Transcribe the data exactly.

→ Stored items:
* * *
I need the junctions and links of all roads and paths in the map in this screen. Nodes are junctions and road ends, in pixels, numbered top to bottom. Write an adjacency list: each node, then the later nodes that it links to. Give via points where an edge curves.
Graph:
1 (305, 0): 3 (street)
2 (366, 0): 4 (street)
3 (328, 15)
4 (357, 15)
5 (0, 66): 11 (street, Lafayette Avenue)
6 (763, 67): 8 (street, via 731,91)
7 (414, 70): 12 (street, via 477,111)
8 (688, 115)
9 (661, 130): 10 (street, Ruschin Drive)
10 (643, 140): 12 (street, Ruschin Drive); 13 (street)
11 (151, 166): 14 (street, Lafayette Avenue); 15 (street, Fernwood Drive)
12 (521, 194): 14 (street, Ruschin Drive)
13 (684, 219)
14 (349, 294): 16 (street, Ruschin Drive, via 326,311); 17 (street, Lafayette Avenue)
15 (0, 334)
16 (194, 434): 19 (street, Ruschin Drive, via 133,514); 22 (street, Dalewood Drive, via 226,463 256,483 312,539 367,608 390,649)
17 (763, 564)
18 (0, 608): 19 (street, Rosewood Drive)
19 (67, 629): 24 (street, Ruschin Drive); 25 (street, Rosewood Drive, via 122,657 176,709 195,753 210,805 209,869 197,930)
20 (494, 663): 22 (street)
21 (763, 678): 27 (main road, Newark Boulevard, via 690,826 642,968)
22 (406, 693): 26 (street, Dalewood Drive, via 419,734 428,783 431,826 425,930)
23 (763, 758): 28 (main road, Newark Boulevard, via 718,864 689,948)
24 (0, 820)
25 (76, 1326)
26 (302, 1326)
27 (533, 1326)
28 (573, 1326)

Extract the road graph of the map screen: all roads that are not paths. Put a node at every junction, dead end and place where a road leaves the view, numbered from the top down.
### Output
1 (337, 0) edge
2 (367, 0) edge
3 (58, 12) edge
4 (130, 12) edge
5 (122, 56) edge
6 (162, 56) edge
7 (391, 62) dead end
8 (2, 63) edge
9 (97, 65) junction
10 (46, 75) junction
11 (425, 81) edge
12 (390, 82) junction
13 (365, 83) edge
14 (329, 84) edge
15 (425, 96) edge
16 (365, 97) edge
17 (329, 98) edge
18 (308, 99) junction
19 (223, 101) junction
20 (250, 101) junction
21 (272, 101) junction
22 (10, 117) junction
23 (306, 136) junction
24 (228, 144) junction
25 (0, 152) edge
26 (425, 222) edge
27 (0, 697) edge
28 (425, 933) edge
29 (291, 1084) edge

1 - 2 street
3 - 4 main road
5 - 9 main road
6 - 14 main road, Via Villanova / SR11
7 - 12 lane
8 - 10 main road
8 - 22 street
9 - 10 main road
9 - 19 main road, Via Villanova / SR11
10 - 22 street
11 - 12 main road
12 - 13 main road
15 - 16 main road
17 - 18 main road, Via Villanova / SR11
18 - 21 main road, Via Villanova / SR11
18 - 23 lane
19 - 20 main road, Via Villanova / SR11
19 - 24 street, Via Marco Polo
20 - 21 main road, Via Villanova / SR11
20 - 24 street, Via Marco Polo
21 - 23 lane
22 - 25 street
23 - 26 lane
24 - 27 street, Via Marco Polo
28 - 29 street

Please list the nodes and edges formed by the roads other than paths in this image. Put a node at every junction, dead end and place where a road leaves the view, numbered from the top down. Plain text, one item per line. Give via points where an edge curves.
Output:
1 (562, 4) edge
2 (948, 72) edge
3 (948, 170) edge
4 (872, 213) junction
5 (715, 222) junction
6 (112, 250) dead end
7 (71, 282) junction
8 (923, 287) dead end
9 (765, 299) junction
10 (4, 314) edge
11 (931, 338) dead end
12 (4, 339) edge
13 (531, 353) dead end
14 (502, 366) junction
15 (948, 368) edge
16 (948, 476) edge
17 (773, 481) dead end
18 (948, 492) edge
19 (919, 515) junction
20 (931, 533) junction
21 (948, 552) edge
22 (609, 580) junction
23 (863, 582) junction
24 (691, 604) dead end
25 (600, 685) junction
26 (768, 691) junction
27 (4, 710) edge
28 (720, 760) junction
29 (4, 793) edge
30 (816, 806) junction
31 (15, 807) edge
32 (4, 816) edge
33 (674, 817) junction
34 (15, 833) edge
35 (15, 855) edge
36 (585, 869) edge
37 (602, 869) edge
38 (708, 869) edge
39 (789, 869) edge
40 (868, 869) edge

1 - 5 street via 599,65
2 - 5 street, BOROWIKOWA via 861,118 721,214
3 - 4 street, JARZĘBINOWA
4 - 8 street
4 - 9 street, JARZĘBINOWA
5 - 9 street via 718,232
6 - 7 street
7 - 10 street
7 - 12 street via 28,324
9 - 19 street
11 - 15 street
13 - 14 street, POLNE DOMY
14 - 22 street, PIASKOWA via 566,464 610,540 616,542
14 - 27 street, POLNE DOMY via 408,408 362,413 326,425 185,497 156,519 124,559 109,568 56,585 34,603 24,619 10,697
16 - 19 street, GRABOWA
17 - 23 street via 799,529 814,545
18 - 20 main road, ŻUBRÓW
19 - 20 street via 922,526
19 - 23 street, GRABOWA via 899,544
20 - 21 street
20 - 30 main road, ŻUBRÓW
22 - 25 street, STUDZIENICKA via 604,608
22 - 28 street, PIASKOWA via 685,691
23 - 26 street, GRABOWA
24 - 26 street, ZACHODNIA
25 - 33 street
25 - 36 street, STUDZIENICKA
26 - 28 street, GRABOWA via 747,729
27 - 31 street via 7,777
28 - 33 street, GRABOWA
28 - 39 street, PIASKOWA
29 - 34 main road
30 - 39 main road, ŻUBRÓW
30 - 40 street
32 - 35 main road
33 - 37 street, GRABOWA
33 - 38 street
* * *
→ TASK OUTPUT:
I need the junctions and links of all roads and paths in the map in this screen. Nodes are junctions and road ends, in pixels, numbered top to bottom. Write an adjacency list: each node, then the later nodes that it links to. Give via points where an edge curves.
Graph:
1 (305, 0): 3 (street)
2 (366, 0): 4 (street)
3 (328, 15)
4 (357, 15)
5 (0, 66): 11 (street, Lafayette Avenue)
6 (763, 67): 8 (street, via 731,91)
7 (414, 70): 12 (street, via 477,111)
8 (688, 115)
9 (661, 130): 10 (street, Ruschin Drive)
10 (643, 140): 12 (street, Ruschin Drive); 13 (street)
11 (151, 166): 14 (street, Lafayette Avenue); 15 (street, Fernwood Drive)
12 (521, 194): 14 (street, Ruschin Drive)
13 (684, 219)
14 (349, 294): 16 (street, Ruschin Drive, via 326,311); 17 (street, Lafayette Avenue)
15 (0, 334)
16 (194, 434): 19 (street, Ruschin Drive, via 133,514); 22 (street, Dalewood Drive, via 226,463 256,483 312,539 367,608 390,649)
17 (763, 564)
18 (0, 608): 19 (street, Rosewood Drive)
19 (67, 629): 24 (street, Ruschin Drive); 25 (street, Rosewood Drive, via 122,657 176,709 195,753 210,805 209,869 197,930)
20 (494, 663): 22 (street)
21 (763, 678): 27 (main road, Newark Boulevard, via 690,826 642,968)
22 (406, 693): 26 (street, Dalewood Drive, via 419,734 428,783 431,826 425,930)
23 (763, 758): 28 (main road, Newark Boulevard, via 718,864 689,948)
24 (0, 820)
25 (76, 1326)
26 (302, 1326)
27 (533, 1326)
28 (573, 1326)

Extract the road graph of the map screen: all roads that are not paths. Put a node at every junction, dead end and place where a road leaves the view, numbered from the top down.
### Output
1 (337, 0) edge
2 (367, 0) edge
3 (58, 12) edge
4 (130, 12) edge
5 (122, 56) edge
6 (162, 56) edge
7 (391, 62) dead end
8 (2, 63) edge
9 (97, 65) junction
10 (46, 75) junction
11 (425, 81) edge
12 (390, 82) junction
13 (365, 83) edge
14 (329, 84) edge
15 (425, 96) edge
16 (365, 97) edge
17 (329, 98) edge
18 (308, 99) junction
19 (223, 101) junction
20 (250, 101) junction
21 (272, 101) junction
22 (10, 117) junction
23 (306, 136) junction
24 (228, 144) junction
25 (0, 152) edge
26 (425, 222) edge
27 (0, 697) edge
28 (425, 933) edge
29 (291, 1084) edge

1 - 2 street
3 - 4 main road
5 - 9 main road
6 - 14 main road, Via Villanova / SR11
7 - 12 lane
8 - 10 main road
8 - 22 street
9 - 10 main road
9 - 19 main road, Via Villanova / SR11
10 - 22 street
11 - 12 main road
12 - 13 main road
15 - 16 main road
17 - 18 main road, Via Villanova / SR11
18 - 21 main road, Via Villanova / SR11
18 - 23 lane
19 - 20 main road, Via Villanova / SR11
19 - 24 street, Via Marco Polo
20 - 21 main road, Via Villanova / SR11
20 - 24 street, Via Marco Polo
21 - 23 lane
22 - 25 street
23 - 26 lane
24 - 27 street, Via Marco Polo
28 - 29 street

Please list the nodes and edges formed by the roads other than paths in this image. Put a node at every junction, dead end and place where a road leaves the view, numbered from the top down. Plain text, one item per line. Give via points where an edge curves.
Output:
1 (562, 4) edge
2 (948, 72) edge
3 (948, 170) edge
4 (872, 213) junction
5 (715, 222) junction
6 (112, 250) dead end
7 (71, 282) junction
8 (923, 287) dead end
9 (765, 299) junction
10 (4, 314) edge
11 (931, 338) dead end
12 (4, 339) edge
13 (531, 353) dead end
14 (502, 366) junction
15 (948, 368) edge
16 (948, 476) edge
17 (773, 481) dead end
18 (948, 492) edge
19 (919, 515) junction
20 (931, 533) junction
21 (948, 552) edge
22 (609, 580) junction
23 (863, 582) junction
24 (691, 604) dead end
25 (600, 685) junction
26 (768, 691) junction
27 (4, 710) edge
28 (720, 760) junction
29 (4, 793) edge
30 (816, 806) junction
31 (15, 807) edge
32 (4, 816) edge
33 (674, 817) junction
34 (15, 833) edge
35 (15, 855) edge
36 (585, 869) edge
37 (602, 869) edge
38 (708, 869) edge
39 (789, 869) edge
40 (868, 869) edge

1 - 5 street via 599,65
2 - 5 street, BOROWIKOWA via 861,118 721,214
3 - 4 street, JARZĘBINOWA
4 - 8 street
4 - 9 street, JARZĘBINOWA
5 - 9 street via 718,232
6 - 7 street
7 - 10 street
7 - 12 street via 28,324
9 - 19 street
11 - 15 street
13 - 14 street, POLNE DOMY
14 - 22 street, PIASKOWA via 566,464 610,540 616,542
14 - 27 street, POLNE DOMY via 408,408 362,413 326,425 185,497 156,519 124,559 109,568 56,585 34,603 24,619 10,697
16 - 19 street, GRABOWA
17 - 23 street via 799,529 814,545
18 - 20 main road, ŻUBRÓW
19 - 20 street via 922,526
19 - 23 street, GRABOWA via 899,544
20 - 21 street
20 - 30 main road, ŻUBRÓW
22 - 25 street, STUDZIENICKA via 604,608
22 - 28 street, PIASKOWA via 685,691
23 - 26 street, GRABOWA
24 - 26 street, ZACHODNIA
25 - 33 street
25 - 36 street, STUDZIENICKA
26 - 28 street, GRABOWA via 747,729
27 - 31 street via 7,777
28 - 33 street, GRABOWA
28 - 39 street, PIASKOWA
29 - 34 main road
30 - 39 main road, ŻUBRÓW
30 - 40 street
32 - 35 main road
33 - 37 street, GRABOWA
33 - 38 street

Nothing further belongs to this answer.